Across these entries, how many lines contain the word "Drive"? Answer with only the number.

____

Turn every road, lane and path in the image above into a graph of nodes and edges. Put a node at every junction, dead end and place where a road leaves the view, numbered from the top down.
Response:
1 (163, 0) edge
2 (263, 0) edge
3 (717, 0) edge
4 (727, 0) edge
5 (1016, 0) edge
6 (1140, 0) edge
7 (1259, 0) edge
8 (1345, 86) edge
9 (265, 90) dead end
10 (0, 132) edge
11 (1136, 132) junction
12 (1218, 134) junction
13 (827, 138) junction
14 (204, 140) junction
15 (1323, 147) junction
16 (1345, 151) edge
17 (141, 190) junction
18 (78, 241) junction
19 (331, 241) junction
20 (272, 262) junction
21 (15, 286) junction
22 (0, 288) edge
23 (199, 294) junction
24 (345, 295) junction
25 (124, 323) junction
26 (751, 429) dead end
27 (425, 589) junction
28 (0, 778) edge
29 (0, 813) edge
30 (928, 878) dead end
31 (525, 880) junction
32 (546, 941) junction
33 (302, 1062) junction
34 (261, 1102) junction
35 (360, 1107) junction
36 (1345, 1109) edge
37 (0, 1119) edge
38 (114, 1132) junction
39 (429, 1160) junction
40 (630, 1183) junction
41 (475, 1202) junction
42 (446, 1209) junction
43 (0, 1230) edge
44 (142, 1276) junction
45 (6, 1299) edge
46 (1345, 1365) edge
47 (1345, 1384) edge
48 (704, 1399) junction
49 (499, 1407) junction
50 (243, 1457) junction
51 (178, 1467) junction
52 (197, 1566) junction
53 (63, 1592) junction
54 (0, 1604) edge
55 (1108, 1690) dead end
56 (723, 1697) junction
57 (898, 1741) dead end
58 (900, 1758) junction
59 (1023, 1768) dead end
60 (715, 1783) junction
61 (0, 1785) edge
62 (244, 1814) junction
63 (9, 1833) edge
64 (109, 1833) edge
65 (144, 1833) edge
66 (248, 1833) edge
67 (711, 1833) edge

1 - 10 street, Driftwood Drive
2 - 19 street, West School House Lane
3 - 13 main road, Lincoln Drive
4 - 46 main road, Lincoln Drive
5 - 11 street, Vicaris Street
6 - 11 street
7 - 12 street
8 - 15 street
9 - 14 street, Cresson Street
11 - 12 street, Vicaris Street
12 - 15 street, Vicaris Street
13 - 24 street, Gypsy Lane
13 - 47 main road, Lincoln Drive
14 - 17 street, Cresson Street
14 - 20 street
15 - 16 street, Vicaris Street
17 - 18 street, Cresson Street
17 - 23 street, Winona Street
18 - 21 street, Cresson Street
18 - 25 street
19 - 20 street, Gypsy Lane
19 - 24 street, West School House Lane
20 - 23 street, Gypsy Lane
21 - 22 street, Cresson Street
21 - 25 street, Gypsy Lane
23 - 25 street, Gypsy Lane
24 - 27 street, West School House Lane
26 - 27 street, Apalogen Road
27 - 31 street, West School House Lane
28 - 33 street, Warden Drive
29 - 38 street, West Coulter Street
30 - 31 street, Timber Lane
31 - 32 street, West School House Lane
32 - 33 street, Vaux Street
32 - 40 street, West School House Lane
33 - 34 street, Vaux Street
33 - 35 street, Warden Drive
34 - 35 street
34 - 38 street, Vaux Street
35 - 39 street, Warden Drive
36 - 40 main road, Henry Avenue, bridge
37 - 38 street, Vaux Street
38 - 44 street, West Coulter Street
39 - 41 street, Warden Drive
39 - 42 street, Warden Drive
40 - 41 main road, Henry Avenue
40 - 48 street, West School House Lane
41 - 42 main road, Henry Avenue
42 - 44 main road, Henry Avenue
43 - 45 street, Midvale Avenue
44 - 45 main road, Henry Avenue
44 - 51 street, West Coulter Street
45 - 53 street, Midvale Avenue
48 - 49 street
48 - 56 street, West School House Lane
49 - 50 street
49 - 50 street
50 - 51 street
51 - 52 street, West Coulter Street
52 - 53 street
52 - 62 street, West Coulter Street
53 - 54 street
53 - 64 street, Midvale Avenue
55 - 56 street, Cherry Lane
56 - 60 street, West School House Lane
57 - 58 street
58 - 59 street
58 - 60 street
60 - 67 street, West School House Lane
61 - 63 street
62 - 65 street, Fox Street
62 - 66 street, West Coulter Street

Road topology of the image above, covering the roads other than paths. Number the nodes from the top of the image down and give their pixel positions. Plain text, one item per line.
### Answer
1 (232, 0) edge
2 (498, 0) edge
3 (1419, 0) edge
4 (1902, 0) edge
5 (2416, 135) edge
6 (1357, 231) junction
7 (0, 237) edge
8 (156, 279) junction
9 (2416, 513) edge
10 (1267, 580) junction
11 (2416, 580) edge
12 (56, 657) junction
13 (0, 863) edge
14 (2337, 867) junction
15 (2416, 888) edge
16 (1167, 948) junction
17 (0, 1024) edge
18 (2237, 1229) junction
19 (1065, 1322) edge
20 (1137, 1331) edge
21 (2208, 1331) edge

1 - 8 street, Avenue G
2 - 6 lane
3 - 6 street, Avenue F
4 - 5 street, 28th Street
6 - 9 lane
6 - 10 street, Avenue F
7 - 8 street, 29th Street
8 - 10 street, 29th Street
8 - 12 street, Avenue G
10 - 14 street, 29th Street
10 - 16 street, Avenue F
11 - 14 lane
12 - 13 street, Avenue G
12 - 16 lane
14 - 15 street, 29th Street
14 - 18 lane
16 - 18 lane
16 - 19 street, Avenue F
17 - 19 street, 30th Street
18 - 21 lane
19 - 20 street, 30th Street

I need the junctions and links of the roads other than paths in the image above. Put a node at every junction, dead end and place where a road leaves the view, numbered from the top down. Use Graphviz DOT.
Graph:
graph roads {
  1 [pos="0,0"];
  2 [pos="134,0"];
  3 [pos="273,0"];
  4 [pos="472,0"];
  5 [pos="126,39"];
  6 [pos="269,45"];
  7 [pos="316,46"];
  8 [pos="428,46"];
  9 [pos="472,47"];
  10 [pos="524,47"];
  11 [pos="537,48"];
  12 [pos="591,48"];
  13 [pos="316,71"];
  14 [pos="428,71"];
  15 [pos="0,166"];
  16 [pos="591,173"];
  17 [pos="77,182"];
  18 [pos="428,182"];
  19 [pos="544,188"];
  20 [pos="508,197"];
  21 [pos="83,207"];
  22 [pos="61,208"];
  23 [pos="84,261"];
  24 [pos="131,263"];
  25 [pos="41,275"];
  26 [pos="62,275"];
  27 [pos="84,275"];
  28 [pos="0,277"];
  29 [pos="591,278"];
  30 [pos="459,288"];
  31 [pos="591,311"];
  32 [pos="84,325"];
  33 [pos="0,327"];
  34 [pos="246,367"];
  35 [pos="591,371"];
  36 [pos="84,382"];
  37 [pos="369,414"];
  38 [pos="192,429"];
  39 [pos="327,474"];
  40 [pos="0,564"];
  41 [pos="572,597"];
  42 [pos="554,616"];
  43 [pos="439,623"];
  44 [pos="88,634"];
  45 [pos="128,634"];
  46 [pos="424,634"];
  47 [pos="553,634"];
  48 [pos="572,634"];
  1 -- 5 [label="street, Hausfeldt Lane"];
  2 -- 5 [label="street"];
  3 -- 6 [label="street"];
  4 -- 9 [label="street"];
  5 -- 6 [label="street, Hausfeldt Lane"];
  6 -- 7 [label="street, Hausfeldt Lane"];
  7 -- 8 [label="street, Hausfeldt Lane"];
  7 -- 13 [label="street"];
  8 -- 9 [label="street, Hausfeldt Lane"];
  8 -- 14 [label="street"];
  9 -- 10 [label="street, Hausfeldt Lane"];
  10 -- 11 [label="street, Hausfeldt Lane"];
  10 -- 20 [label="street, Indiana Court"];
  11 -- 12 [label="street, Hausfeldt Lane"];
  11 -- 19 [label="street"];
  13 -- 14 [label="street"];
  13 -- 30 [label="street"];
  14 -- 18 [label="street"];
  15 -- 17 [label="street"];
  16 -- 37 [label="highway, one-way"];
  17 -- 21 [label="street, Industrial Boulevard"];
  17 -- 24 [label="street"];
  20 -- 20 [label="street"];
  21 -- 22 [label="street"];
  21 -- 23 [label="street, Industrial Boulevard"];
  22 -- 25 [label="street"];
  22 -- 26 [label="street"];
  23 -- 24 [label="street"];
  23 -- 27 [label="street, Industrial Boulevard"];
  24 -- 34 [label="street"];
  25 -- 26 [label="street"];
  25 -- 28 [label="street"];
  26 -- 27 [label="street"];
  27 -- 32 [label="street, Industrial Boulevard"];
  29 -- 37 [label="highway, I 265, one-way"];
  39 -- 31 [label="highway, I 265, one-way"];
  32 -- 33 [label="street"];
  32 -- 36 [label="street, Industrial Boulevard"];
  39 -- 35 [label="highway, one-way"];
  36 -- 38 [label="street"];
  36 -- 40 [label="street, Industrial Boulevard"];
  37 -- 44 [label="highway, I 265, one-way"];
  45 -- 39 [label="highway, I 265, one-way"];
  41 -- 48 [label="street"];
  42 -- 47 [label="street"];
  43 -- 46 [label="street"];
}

____

ANSWER TO THIS PROBLEM:
9